**DATA**:
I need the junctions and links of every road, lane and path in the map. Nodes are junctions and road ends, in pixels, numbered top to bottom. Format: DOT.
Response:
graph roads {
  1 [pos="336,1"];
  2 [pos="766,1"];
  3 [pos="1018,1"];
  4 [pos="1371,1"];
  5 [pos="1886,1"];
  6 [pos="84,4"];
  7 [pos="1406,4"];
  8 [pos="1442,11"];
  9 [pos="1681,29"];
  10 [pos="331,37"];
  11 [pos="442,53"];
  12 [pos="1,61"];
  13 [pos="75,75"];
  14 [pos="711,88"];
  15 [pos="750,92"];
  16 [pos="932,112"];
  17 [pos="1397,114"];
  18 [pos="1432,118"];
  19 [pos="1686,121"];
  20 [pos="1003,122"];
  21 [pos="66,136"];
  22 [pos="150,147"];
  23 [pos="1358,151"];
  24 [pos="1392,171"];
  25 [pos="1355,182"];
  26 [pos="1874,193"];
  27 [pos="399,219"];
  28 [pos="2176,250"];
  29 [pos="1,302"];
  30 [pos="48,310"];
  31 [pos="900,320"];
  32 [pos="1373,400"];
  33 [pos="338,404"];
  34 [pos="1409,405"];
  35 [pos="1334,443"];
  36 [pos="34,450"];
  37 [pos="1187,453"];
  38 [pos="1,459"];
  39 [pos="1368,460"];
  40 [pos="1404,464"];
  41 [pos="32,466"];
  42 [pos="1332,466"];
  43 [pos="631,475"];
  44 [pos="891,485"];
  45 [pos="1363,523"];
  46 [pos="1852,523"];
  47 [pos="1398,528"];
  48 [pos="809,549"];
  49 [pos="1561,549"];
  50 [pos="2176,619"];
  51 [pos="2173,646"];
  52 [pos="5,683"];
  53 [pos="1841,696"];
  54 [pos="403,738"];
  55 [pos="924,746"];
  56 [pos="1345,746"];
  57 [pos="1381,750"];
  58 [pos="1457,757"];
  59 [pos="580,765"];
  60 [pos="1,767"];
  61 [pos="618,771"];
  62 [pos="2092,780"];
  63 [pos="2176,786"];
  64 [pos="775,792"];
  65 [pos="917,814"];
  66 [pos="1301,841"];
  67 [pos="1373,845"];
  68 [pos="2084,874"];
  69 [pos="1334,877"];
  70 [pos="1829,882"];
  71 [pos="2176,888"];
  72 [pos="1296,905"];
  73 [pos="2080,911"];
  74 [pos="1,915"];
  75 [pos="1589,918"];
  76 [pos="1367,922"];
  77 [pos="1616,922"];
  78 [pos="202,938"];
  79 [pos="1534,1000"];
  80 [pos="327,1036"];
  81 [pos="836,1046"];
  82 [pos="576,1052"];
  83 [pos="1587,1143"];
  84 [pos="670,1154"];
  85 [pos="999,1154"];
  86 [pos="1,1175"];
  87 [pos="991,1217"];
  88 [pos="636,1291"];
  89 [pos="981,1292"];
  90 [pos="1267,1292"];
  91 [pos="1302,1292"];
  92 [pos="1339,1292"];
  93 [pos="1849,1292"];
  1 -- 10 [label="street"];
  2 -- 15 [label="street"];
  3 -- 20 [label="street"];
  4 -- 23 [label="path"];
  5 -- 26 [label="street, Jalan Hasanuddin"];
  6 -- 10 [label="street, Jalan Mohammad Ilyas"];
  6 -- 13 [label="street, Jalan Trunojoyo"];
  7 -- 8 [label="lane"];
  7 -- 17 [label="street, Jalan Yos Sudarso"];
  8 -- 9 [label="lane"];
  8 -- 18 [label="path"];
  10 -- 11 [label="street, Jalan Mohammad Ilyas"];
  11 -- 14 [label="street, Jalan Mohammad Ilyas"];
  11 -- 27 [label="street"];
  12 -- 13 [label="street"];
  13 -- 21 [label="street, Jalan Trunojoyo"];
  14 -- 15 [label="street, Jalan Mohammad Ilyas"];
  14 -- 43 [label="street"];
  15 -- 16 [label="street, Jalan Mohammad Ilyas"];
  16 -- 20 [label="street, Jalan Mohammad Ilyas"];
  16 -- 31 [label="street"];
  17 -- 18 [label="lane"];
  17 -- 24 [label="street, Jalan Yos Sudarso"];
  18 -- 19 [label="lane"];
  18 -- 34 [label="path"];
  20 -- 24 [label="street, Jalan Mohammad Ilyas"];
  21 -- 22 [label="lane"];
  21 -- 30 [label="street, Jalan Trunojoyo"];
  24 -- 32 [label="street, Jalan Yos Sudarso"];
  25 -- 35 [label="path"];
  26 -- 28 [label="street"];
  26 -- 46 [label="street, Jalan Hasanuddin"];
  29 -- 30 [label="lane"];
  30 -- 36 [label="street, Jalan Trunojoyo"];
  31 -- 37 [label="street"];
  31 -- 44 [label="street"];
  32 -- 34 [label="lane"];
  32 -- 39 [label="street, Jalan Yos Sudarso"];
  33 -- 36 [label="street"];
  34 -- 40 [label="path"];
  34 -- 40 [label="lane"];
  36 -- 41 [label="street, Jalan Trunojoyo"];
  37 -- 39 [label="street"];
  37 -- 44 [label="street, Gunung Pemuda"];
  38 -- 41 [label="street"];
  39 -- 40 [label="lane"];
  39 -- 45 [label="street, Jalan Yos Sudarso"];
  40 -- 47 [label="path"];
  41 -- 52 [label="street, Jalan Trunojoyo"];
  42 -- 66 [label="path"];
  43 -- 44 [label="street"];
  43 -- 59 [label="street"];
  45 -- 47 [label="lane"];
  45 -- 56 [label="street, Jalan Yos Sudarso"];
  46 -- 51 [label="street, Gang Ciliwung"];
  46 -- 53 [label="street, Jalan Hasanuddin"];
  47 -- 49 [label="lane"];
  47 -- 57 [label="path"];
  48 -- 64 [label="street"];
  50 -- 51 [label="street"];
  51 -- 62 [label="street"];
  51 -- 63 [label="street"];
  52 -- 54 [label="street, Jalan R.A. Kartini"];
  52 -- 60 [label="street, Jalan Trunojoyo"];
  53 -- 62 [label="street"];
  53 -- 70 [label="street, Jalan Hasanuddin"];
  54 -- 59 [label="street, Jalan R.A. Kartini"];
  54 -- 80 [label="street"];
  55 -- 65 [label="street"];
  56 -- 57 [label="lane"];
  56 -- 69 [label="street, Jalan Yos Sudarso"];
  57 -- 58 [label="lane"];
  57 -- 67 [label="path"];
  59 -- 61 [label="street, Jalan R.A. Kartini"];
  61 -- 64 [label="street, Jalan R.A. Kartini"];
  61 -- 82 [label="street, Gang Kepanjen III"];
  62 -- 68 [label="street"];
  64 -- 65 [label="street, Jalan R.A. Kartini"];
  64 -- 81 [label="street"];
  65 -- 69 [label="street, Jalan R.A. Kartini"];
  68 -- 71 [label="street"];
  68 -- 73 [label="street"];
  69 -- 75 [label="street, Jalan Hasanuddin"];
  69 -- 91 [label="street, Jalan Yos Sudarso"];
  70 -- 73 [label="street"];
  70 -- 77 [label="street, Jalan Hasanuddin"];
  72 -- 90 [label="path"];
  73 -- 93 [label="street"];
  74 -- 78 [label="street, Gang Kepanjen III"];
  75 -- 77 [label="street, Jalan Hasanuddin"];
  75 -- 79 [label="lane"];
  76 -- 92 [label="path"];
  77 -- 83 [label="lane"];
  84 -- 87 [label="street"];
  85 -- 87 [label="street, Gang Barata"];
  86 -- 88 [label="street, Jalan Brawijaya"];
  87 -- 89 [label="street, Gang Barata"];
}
==
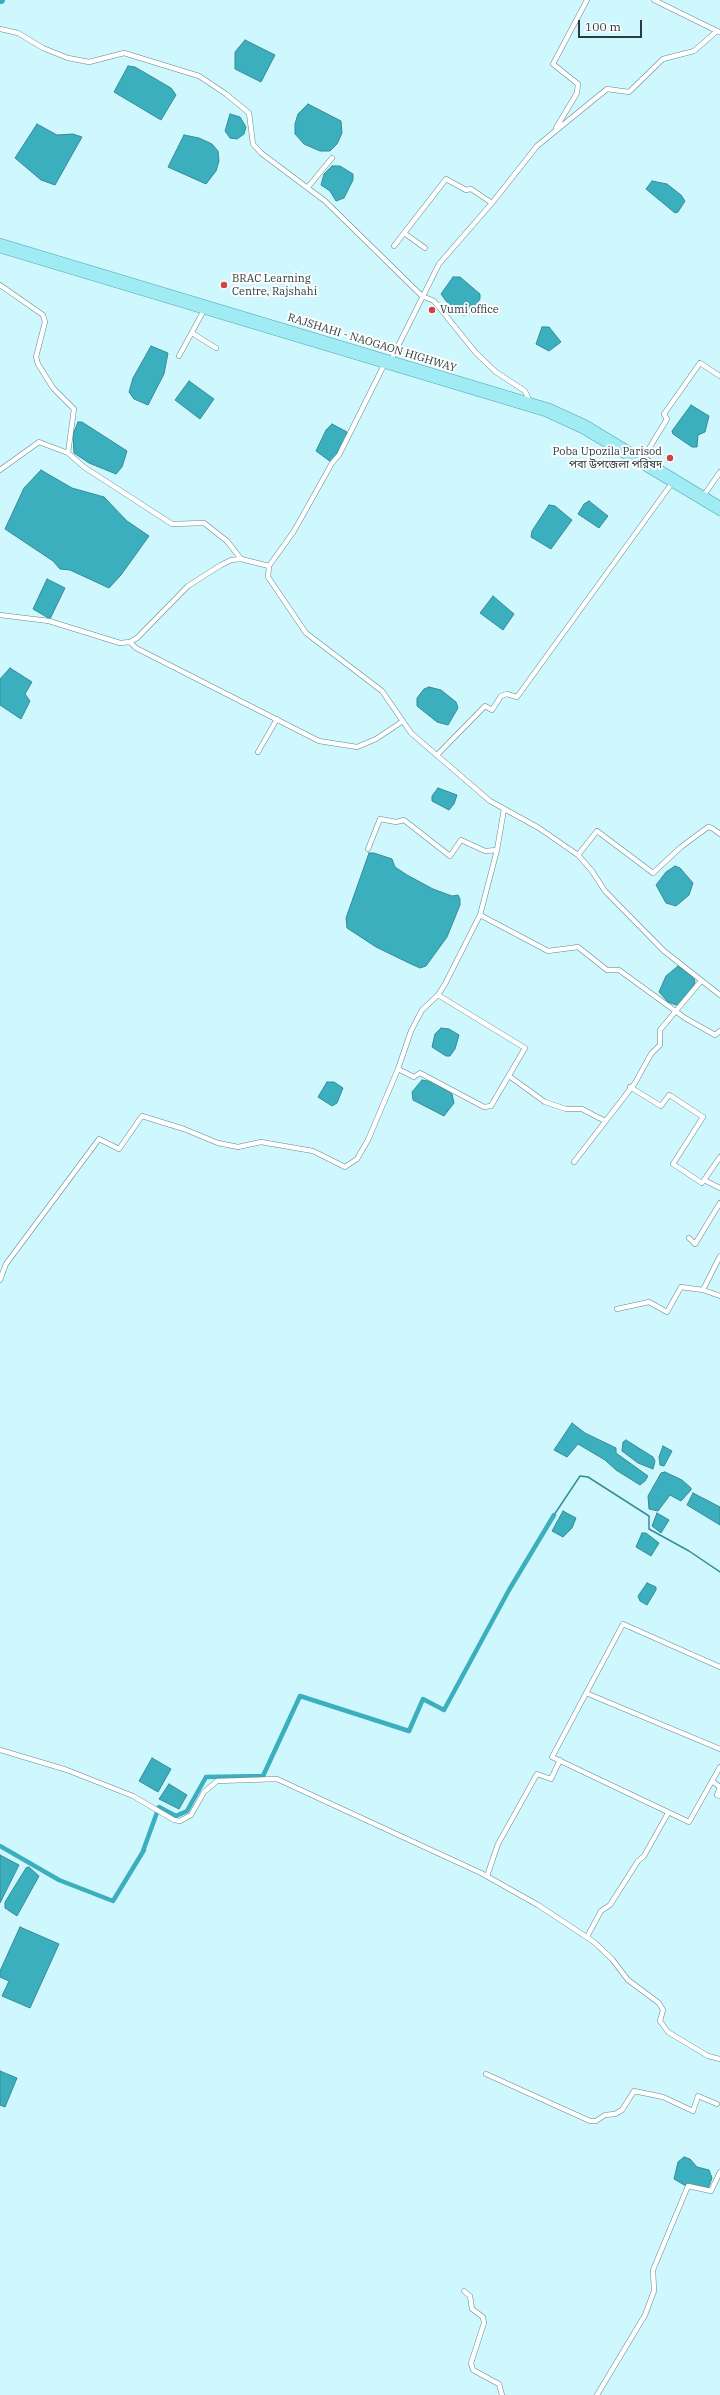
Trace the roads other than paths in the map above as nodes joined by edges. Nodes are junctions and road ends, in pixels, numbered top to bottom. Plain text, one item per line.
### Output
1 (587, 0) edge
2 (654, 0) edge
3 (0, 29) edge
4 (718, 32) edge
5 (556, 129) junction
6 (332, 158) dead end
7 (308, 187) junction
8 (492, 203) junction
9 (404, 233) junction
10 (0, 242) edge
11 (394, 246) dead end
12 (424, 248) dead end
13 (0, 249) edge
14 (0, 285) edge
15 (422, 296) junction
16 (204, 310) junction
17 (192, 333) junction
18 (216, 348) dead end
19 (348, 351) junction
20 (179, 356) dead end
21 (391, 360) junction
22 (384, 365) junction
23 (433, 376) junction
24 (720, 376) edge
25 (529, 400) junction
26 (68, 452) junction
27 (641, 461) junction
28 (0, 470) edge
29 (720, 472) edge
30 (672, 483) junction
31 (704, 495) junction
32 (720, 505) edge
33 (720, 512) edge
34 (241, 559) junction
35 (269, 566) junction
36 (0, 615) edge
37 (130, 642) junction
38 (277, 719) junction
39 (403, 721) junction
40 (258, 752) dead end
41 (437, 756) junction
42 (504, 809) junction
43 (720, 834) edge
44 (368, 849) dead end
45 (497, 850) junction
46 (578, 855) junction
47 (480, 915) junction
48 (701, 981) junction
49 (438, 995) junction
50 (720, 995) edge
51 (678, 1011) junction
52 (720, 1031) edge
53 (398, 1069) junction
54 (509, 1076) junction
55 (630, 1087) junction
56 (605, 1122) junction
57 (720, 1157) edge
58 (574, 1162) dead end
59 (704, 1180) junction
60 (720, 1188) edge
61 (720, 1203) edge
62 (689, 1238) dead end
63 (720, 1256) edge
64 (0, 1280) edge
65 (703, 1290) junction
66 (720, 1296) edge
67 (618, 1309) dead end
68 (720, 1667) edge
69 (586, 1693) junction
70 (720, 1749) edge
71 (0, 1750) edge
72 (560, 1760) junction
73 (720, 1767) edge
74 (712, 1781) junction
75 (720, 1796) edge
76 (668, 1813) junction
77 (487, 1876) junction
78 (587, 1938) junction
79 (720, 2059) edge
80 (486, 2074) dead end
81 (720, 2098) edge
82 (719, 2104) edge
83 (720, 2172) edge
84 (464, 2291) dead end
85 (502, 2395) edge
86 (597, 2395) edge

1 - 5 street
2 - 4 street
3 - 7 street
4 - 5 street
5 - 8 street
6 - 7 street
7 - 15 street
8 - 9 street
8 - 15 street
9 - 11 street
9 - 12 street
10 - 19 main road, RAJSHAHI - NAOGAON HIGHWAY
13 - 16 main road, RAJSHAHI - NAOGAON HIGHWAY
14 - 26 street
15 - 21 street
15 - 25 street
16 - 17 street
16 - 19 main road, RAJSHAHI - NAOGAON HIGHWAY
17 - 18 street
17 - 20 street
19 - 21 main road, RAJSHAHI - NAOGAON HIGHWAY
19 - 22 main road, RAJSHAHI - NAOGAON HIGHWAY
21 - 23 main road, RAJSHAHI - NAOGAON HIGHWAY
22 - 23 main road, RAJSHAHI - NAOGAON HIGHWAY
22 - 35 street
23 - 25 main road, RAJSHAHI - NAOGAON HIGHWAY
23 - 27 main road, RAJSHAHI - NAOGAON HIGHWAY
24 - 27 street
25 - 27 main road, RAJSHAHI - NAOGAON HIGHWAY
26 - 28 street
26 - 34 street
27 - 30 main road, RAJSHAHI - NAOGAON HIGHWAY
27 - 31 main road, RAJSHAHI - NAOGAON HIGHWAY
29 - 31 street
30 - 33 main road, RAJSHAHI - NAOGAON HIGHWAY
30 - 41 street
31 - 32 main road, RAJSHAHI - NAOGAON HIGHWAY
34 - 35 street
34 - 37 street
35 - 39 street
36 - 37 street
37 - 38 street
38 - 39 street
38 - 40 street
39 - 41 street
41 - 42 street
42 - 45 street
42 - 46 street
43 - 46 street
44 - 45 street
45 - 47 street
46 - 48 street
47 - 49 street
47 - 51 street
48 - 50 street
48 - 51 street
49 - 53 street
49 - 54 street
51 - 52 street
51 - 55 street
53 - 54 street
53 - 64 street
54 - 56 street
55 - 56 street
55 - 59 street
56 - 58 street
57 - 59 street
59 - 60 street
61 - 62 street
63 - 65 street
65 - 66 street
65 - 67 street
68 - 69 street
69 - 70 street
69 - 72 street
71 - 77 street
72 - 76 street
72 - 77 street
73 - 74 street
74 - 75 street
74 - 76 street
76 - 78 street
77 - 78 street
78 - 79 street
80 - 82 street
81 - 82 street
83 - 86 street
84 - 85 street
...
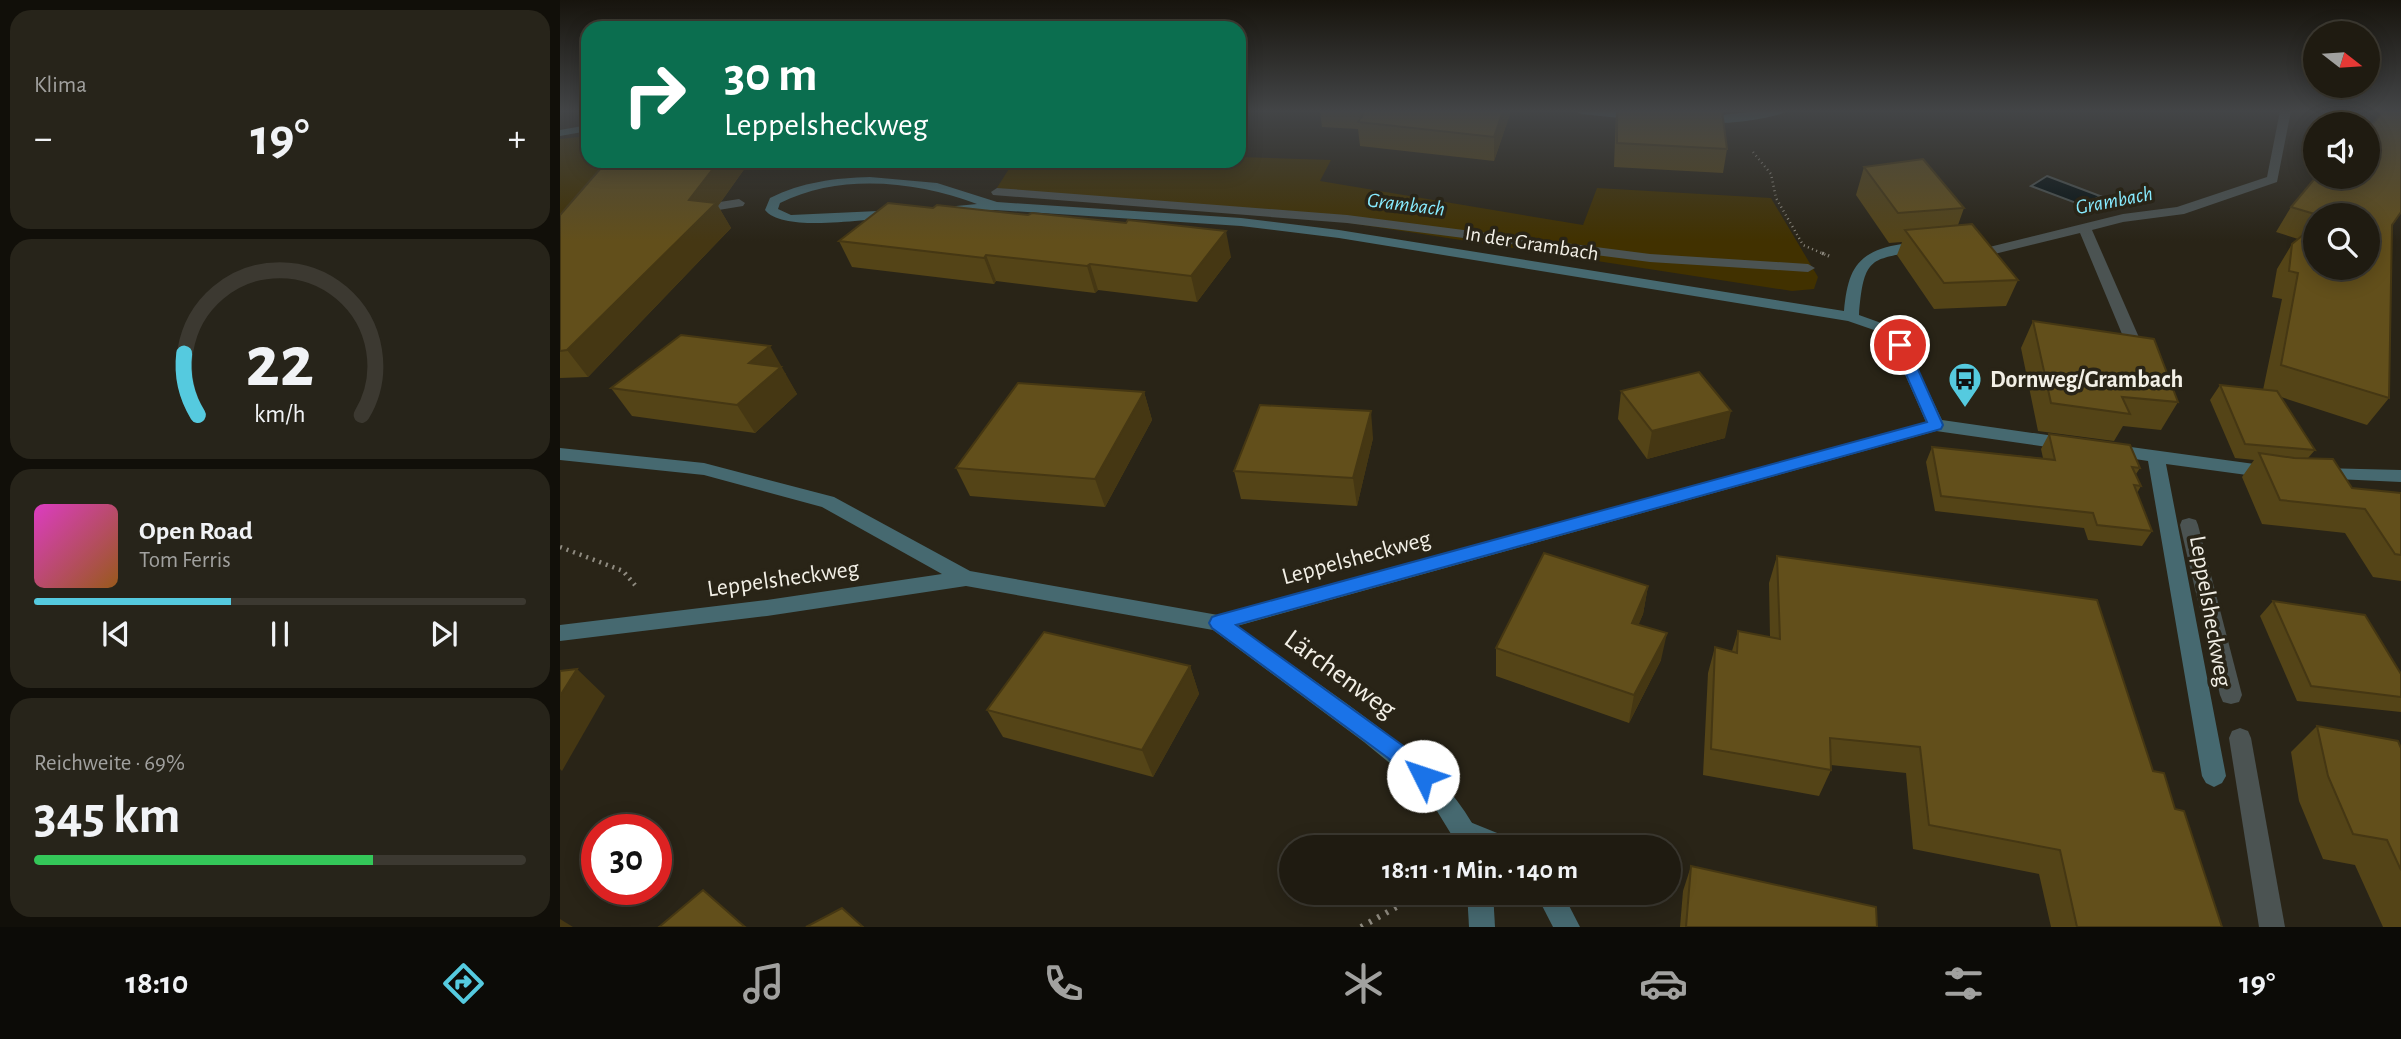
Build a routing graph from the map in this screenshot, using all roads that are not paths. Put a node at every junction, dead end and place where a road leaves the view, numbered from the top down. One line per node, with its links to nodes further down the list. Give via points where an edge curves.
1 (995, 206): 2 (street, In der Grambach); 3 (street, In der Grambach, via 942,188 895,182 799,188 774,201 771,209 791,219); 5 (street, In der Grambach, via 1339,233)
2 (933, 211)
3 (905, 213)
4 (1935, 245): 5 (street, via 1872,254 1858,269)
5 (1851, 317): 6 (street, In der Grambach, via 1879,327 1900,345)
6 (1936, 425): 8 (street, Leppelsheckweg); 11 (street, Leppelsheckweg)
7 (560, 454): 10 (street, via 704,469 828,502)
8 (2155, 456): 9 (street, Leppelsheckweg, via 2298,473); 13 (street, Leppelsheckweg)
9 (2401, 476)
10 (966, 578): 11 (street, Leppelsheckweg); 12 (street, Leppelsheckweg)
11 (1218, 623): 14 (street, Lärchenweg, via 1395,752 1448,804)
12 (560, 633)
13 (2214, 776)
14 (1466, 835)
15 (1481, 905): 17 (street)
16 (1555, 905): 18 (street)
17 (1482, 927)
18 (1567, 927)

**PROBLEM STATEMENT**:
Answer required as a bare number: state how many lines in the material contain the word "pixels".

**RESULT OF THE EXERCISE**:
2